==== The records

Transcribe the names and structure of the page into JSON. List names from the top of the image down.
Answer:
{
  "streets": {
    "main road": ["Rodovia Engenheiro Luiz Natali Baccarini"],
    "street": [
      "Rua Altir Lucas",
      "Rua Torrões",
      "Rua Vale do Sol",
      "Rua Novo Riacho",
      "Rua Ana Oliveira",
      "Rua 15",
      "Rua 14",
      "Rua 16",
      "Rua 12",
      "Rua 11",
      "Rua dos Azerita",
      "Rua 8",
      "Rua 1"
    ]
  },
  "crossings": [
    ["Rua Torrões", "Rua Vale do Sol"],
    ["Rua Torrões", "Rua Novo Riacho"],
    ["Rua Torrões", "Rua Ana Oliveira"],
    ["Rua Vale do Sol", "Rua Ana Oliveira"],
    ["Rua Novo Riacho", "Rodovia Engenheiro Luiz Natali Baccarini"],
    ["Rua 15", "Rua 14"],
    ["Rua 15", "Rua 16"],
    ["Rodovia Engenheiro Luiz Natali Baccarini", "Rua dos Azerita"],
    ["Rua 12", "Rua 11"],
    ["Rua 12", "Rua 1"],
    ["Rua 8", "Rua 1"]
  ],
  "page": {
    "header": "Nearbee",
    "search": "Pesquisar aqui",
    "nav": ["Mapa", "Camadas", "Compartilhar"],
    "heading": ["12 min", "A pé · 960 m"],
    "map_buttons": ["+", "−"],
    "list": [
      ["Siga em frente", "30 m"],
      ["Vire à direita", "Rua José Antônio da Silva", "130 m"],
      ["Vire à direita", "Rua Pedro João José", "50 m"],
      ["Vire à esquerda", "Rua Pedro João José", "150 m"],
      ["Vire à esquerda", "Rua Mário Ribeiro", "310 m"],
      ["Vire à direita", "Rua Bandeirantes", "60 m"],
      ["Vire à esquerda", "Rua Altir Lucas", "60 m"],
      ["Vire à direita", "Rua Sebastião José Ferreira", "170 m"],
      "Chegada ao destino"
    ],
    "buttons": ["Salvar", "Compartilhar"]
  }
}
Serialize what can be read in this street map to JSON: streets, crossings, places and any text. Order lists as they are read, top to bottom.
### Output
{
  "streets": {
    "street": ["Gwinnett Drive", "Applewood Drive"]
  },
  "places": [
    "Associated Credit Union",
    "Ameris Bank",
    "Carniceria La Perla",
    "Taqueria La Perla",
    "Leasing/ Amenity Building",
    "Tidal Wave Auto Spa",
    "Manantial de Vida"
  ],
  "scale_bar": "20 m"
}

========

◆ Instructions to follow: Retype the listing above in full, with no alterations.

◆ Written reply:
Transcribe the names and structure of the page into JSON. List names from the top of the image down.
Answer:
{
  "streets": {
    "main road": ["Rodovia Engenheiro Luiz Natali Baccarini"],
    "street": [
      "Rua Altir Lucas",
      "Rua Torrões",
      "Rua Vale do Sol",
      "Rua Novo Riacho",
      "Rua Ana Oliveira",
      "Rua 15",
      "Rua 14",
      "Rua 16",
      "Rua 12",
      "Rua 11",
      "Rua dos Azerita",
      "Rua 8",
      "Rua 1"
    ]
  },
  "crossings": [
    ["Rua Torrões", "Rua Vale do Sol"],
    ["Rua Torrões", "Rua Novo Riacho"],
    ["Rua Torrões", "Rua Ana Oliveira"],
    ["Rua Vale do Sol", "Rua Ana Oliveira"],
    ["Rua Novo Riacho", "Rodovia Engenheiro Luiz Natali Baccarini"],
    ["Rua 15", "Rua 14"],
    ["Rua 15", "Rua 16"],
    ["Rodovia Engenheiro Luiz Natali Baccarini", "Rua dos Azerita"],
    ["Rua 12", "Rua 11"],
    ["Rua 12", "Rua 1"],
    ["Rua 8", "Rua 1"]
  ],
  "page": {
    "header": "Nearbee",
    "search": "Pesquisar aqui",
    "nav": ["Mapa", "Camadas", "Compartilhar"],
    "heading": ["12 min", "A pé · 960 m"],
    "map_buttons": ["+", "−"],
    "list": [
      ["Siga em frente", "30 m"],
      ["Vire à direita", "Rua José Antônio da Silva", "130 m"],
      ["Vire à direita", "Rua Pedro João José", "50 m"],
      ["Vire à esquerda", "Rua Pedro João José", "150 m"],
      ["Vire à esquerda", "Rua Mário Ribeiro", "310 m"],
      ["Vire à direita", "Rua Bandeirantes", "60 m"],
      ["Vire à esquerda", "Rua Altir Lucas", "60 m"],
      ["Vire à direita", "Rua Sebastião José Ferreira", "170 m"],
      "Chegada ao destino"
    ],
    "buttons": ["Salvar", "Compartilhar"]
  }
}
Serialize what can be read in this street map to JSON: streets, crossings, places and any text. Order lists as they are read, top to bottom.
### Output
{
  "streets": {
    "street": ["Gwinnett Drive", "Applewood Drive"]
  },
  "places": [
    "Associated Credit Union",
    "Ameris Bank",
    "Carniceria La Perla",
    "Taqueria La Perla",
    "Leasing/ Amenity Building",
    "Tidal Wave Auto Spa",
    "Manantial de Vida"
  ],
  "scale_bar": "20 m"
}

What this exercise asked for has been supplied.